通过简单的 REST API 将情感化文本转语音集成到你的应用中。支持语音生成、实时流式音频传输和声音克隆管理 — 只需一个 API 密钥即可开始。

Quick Start

Generate speech in one API call

Base URLhttps://voxtral.com/api/tts
curl -X POST https://voxtral.com/api/tts/generate \
  -H "Authorization: Bearer YOUR_API_KEY" \
  -H "Content-Type: application/json" \
  -d '{"input": "Hello world!", "voice_id": "82c99ee6-f932-423f-a4a3-d403c8914b8d"}'

Authentication

Two ways to authenticate API requests

API Key (Recommended)

Pass your API key as a Bearer token in the Authorization header.

Authorization: Bearer YOUR_API_KEY

Get your key from Dashboard → API Keys

Session Cookie

When using the web app, authentication happens automatically via your session cookie. No extra headers needed.
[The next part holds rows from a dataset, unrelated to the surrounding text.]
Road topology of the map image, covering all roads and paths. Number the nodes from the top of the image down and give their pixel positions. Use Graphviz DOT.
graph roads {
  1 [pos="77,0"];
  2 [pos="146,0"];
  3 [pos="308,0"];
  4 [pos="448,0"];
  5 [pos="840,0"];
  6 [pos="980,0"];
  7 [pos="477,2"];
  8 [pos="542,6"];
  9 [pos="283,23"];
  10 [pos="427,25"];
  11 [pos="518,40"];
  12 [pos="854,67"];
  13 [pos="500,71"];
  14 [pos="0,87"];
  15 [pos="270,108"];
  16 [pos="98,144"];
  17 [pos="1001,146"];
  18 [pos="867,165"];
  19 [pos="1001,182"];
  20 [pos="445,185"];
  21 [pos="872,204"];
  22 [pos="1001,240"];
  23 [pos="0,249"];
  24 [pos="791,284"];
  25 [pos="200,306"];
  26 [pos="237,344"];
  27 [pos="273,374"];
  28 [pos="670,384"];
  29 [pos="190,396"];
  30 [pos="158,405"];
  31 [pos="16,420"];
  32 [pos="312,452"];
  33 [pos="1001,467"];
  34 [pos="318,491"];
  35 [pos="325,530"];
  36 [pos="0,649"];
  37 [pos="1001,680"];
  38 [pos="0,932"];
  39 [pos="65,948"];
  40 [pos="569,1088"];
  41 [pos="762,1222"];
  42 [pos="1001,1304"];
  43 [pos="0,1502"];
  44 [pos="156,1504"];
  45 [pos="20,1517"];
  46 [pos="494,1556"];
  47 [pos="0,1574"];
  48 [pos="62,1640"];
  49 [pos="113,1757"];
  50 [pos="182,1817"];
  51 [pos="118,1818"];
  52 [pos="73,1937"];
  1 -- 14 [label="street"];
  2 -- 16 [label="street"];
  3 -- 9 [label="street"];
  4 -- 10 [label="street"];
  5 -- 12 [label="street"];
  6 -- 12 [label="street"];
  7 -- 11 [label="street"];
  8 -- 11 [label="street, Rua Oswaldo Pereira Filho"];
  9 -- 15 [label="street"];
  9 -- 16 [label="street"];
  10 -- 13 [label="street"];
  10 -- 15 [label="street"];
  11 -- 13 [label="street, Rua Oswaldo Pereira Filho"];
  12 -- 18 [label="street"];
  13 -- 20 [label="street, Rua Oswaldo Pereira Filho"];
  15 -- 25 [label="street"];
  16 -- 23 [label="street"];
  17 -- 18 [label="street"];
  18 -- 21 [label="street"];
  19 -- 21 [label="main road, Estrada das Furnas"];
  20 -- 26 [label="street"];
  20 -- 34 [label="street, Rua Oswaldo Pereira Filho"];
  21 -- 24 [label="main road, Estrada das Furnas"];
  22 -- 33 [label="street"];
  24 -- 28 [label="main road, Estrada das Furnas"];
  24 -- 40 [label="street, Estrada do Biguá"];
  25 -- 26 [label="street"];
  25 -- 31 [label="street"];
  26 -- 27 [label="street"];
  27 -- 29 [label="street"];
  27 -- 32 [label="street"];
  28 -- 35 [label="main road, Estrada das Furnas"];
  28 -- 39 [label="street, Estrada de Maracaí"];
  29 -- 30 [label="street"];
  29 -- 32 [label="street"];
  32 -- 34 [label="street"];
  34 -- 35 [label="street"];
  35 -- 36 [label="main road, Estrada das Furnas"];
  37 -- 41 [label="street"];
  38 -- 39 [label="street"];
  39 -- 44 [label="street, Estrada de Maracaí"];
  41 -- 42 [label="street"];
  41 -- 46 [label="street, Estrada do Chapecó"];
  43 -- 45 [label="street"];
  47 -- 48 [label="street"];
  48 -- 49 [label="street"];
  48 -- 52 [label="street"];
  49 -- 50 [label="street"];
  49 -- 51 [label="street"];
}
Cookie: better_auth.session=...

Handled automatically when signed in to the dashboard.

Endpoints

All available API endpoints

Convert text to speech with voice selection, format control, and speed adjustment. Texts over 1,000 characters are automatically chunked at sentence boundaries.

Parameters

ParameterTypeRequiredDescription
inputstringYesText to convert (max 5,000 chars). Auto-chunked at sentence boundaries for long text.
voice_idstringConditionalPreset voice UUID or saved clone voice ID. Required if ref_audio not provided.
ref_audiostringConditionalBase64-encoded reference audio for instant voice cloning. Required if voice_id not provided.
response_formatstringNoOutput format: "mp3" (default), "wav", "flac", "opus", "pcm"
speednumberNoPlayback speed 0.25–4.0 (default 1.0)

Response

200 OK
{
  "code": 0,
  "data": {
    "audio_data": "UklGRi4AAABXQVZFZm10...",
    "format": "mp3",
    "generation_id": "f47ac10b-58cc-4372-...",
    "audio_url": "https://cdn.voxtral.com/tts/abc123.mp3",
    "chunks": 1,
    "credits_used": 42
  }
}

Code Example

curl -X POST https://voxtral.com/api/tts/generate \
  -H "Authorization: Bearer YOUR_API_KEY" \
  -H "Content-Type: application/json" \
  -d '{
    "input": "I am so sorry for your loss. Words cannot express how deeply I feel for you.",
    "voice_id": "82c99ee6-f932-423f-a4a3-d403c8914b8d",
    "response_format": "mp3",
    "speed": 0.9
  }'

Real-time Server-Sent Events (SSE) streaming for low-latency applications. Returns audio chunks as they are generated — ideal for conversational interfaces and live playback.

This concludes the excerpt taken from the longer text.